◆ What the exercise asks:
Search the records for lines that contain the word "Campus". Copy them all.

═══ Provided records ═══

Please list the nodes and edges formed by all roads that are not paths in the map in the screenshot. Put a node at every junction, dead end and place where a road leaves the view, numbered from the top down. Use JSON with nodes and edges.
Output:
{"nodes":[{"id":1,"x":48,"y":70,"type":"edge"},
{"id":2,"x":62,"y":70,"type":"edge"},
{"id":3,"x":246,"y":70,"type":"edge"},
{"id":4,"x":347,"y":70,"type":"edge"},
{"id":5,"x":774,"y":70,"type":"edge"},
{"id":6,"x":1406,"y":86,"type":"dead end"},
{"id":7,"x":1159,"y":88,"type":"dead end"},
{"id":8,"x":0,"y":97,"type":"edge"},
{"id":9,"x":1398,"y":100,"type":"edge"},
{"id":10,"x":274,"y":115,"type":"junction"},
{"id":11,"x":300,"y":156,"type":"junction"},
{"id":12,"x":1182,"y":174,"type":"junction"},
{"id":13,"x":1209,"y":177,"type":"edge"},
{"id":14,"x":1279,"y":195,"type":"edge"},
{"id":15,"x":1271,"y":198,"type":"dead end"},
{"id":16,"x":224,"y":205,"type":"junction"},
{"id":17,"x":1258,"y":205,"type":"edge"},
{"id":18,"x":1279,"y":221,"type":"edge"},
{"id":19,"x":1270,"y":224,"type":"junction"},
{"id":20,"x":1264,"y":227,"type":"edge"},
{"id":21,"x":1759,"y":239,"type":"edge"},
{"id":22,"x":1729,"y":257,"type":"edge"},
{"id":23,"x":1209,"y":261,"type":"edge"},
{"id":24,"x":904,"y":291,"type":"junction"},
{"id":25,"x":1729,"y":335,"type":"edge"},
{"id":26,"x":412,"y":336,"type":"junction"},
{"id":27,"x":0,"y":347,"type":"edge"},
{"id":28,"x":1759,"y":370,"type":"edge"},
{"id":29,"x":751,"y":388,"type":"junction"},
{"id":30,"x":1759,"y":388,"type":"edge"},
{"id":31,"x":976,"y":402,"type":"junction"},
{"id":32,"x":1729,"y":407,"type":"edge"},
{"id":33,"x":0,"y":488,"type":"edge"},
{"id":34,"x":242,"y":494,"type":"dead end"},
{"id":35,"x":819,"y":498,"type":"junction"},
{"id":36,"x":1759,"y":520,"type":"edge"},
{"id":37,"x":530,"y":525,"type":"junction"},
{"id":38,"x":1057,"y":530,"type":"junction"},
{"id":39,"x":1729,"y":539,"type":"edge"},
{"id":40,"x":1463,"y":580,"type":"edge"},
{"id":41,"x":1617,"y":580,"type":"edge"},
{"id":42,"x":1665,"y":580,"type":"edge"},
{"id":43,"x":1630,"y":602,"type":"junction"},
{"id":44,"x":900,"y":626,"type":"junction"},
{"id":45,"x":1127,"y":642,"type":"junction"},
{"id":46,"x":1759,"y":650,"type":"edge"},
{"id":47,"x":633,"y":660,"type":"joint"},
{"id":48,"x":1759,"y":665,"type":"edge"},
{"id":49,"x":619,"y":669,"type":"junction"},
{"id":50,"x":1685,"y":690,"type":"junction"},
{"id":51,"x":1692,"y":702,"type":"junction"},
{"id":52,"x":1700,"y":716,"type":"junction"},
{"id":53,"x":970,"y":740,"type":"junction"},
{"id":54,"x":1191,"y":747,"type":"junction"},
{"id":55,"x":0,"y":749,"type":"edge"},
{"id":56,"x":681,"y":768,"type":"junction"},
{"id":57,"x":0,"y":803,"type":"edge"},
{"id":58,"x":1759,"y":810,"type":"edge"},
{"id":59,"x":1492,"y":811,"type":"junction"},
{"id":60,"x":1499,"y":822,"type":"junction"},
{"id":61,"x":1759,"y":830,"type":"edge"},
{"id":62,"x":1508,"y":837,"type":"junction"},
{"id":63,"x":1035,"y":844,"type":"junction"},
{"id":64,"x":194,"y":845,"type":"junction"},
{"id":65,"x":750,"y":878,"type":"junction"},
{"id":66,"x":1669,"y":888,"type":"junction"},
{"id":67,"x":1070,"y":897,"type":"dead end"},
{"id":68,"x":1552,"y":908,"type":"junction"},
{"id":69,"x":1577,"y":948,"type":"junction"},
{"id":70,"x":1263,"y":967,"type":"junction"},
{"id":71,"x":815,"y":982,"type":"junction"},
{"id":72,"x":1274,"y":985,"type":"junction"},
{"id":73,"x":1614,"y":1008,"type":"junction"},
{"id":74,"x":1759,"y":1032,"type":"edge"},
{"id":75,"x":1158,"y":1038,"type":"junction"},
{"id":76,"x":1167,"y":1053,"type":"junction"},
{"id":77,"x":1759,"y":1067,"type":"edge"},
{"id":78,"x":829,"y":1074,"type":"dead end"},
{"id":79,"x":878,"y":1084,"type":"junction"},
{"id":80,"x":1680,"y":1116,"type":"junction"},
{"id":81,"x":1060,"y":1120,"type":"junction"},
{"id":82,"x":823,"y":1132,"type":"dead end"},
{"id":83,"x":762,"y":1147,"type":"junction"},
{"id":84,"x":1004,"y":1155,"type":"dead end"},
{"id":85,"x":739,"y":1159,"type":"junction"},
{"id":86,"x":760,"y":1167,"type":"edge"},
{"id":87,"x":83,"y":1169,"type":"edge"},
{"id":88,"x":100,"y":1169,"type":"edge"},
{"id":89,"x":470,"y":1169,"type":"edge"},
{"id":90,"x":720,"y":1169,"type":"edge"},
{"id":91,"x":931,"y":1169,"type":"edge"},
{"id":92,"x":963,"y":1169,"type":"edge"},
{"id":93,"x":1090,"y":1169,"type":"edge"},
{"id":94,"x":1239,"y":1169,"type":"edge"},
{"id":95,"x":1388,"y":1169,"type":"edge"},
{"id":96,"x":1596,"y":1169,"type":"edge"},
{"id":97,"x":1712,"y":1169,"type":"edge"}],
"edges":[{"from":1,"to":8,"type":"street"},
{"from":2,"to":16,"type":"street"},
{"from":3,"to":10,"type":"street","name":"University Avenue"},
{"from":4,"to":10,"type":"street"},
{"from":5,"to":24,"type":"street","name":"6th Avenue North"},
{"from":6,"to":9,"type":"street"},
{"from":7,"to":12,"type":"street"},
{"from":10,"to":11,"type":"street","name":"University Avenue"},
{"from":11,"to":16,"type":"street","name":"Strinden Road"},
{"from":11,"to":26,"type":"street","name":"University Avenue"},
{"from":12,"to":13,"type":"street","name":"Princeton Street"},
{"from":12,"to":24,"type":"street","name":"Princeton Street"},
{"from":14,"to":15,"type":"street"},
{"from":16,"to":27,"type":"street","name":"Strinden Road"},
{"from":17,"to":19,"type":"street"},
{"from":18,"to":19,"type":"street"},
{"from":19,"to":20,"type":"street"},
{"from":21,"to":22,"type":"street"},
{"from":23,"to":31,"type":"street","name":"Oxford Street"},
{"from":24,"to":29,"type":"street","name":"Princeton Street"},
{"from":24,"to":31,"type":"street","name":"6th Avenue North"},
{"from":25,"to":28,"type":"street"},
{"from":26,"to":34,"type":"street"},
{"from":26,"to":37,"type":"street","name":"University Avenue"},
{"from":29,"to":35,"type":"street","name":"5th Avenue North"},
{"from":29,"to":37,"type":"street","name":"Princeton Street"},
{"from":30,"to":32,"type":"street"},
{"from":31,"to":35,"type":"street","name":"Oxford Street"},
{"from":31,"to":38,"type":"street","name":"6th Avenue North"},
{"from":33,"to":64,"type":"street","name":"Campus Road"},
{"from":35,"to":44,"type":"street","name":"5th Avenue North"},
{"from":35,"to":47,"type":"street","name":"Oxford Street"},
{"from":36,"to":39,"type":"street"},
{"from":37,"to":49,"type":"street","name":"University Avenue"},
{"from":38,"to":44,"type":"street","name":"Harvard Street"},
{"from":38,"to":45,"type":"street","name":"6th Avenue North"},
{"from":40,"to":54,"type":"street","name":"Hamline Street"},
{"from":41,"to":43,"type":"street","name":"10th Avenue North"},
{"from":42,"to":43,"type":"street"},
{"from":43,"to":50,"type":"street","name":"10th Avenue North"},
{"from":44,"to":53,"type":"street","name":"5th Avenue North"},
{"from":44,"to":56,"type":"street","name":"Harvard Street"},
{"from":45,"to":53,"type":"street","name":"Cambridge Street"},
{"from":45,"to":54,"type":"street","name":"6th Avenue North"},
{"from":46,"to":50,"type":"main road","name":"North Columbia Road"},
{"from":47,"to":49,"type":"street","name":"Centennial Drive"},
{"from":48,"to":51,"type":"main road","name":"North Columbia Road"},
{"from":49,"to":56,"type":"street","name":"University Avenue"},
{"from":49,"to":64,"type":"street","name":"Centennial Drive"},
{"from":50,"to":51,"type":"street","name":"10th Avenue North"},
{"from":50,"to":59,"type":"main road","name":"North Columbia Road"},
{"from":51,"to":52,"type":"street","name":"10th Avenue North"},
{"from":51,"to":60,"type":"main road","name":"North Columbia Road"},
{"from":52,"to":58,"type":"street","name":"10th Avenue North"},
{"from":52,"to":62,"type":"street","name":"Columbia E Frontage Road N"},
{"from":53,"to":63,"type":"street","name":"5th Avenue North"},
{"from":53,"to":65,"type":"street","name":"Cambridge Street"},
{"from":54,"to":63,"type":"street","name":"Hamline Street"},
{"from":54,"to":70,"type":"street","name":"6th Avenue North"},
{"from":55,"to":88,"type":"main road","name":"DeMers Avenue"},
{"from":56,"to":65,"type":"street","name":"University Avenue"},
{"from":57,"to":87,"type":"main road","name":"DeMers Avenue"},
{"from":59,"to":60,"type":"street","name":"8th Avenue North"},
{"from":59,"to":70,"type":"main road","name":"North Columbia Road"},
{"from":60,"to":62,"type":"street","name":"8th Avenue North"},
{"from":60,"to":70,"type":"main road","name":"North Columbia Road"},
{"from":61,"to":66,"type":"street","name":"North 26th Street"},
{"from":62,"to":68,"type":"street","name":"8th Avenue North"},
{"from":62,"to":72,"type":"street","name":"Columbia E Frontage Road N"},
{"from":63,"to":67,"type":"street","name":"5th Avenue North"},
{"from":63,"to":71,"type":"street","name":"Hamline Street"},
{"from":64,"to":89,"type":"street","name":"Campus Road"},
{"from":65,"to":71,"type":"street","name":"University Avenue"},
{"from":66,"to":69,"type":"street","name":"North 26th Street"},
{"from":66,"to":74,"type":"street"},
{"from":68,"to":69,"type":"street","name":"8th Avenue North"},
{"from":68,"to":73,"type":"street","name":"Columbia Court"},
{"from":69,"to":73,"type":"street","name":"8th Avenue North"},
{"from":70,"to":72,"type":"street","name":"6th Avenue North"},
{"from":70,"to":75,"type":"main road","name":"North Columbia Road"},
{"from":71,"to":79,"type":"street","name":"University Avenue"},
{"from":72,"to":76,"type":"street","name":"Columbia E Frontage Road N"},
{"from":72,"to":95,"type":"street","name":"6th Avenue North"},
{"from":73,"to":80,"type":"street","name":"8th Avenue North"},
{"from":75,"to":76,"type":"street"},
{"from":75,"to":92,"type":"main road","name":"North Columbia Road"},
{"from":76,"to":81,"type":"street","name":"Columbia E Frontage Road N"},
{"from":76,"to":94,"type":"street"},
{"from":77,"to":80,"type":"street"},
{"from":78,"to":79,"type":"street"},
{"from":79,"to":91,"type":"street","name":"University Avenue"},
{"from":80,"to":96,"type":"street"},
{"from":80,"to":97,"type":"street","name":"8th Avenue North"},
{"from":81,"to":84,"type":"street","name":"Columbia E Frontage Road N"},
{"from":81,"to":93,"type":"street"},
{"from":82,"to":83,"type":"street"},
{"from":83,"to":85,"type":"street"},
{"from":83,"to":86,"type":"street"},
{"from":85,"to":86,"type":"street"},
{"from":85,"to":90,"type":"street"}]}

═══

◆ Exercise response:
{"from":33,"to":64,"type":"street","name":"Campus Road"},
{"from":64,"to":89,"type":"street","name":"Campus Road"},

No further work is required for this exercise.